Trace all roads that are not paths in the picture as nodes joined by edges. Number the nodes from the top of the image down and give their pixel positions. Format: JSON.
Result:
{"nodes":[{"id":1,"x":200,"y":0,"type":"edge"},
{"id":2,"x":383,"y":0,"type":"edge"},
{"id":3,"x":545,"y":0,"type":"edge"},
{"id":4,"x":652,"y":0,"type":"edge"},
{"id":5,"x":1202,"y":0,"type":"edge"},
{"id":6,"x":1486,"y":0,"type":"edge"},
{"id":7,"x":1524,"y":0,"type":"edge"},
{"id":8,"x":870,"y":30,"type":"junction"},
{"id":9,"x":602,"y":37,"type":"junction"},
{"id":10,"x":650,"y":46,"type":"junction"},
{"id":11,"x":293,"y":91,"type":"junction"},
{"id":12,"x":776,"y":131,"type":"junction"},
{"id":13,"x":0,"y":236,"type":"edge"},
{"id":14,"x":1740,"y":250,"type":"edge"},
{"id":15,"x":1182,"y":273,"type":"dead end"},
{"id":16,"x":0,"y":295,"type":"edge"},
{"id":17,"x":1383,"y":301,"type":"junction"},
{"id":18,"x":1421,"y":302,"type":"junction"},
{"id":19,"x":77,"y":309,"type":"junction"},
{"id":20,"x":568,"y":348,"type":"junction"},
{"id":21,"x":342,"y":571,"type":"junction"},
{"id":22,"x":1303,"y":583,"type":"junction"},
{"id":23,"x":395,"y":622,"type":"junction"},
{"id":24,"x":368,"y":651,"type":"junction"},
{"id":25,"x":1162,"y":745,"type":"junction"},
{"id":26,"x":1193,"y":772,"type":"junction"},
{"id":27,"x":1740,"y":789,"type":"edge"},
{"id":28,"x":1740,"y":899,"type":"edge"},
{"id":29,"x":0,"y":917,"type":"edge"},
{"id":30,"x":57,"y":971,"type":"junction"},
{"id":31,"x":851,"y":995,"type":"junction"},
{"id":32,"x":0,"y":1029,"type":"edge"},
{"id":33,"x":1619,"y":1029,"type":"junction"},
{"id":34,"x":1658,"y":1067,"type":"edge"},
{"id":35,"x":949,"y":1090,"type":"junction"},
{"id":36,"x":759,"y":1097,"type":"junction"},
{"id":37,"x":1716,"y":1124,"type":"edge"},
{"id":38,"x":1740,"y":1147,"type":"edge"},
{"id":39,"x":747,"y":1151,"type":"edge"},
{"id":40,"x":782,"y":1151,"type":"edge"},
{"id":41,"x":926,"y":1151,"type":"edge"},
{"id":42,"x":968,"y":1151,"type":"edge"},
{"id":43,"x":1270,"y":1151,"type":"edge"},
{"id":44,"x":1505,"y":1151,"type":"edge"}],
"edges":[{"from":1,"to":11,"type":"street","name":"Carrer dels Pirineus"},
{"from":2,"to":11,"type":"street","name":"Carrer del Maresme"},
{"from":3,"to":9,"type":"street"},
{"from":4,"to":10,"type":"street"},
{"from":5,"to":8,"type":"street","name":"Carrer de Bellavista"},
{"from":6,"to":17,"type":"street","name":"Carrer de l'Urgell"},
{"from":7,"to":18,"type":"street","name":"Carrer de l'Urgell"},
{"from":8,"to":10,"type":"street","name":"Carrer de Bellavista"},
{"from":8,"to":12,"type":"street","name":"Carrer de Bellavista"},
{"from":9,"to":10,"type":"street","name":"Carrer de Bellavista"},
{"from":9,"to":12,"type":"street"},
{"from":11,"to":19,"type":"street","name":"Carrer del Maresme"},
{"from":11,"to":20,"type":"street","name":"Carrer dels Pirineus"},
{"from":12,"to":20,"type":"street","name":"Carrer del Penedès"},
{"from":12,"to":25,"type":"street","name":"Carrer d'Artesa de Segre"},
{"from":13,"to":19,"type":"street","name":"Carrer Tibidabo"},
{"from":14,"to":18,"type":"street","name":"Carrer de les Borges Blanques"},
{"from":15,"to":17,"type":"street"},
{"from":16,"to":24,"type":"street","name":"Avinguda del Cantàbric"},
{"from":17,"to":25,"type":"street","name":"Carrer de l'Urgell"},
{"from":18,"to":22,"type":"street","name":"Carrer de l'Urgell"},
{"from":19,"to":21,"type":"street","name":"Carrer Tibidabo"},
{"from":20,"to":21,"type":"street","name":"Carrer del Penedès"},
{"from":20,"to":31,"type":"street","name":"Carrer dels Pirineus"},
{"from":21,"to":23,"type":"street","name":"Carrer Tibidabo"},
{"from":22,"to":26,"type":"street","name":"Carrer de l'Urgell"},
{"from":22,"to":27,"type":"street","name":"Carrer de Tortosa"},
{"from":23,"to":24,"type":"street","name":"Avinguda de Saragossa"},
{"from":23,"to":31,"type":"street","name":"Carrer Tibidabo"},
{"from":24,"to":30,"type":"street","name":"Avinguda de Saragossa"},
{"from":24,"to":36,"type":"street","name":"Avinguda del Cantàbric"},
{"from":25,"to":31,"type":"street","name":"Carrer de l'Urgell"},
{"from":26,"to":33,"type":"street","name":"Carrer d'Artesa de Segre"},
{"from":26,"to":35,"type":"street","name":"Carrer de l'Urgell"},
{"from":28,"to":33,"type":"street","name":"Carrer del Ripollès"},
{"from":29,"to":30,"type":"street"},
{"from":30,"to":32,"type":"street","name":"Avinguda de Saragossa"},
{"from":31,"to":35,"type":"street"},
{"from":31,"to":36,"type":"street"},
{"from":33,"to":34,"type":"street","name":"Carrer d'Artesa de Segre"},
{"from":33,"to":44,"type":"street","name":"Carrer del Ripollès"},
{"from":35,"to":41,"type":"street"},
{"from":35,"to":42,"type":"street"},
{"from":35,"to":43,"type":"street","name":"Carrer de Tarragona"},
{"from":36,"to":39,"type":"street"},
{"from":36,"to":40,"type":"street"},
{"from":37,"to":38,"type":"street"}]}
——
YOUR TASK: Among the entries above, find every line holding "Penedès" and copy it.

ANSWER AREA:
{"from":12,"to":20,"type":"street","name":"Carrer del Penedès"},
{"from":20,"to":21,"type":"street","name":"Carrer del Penedès"},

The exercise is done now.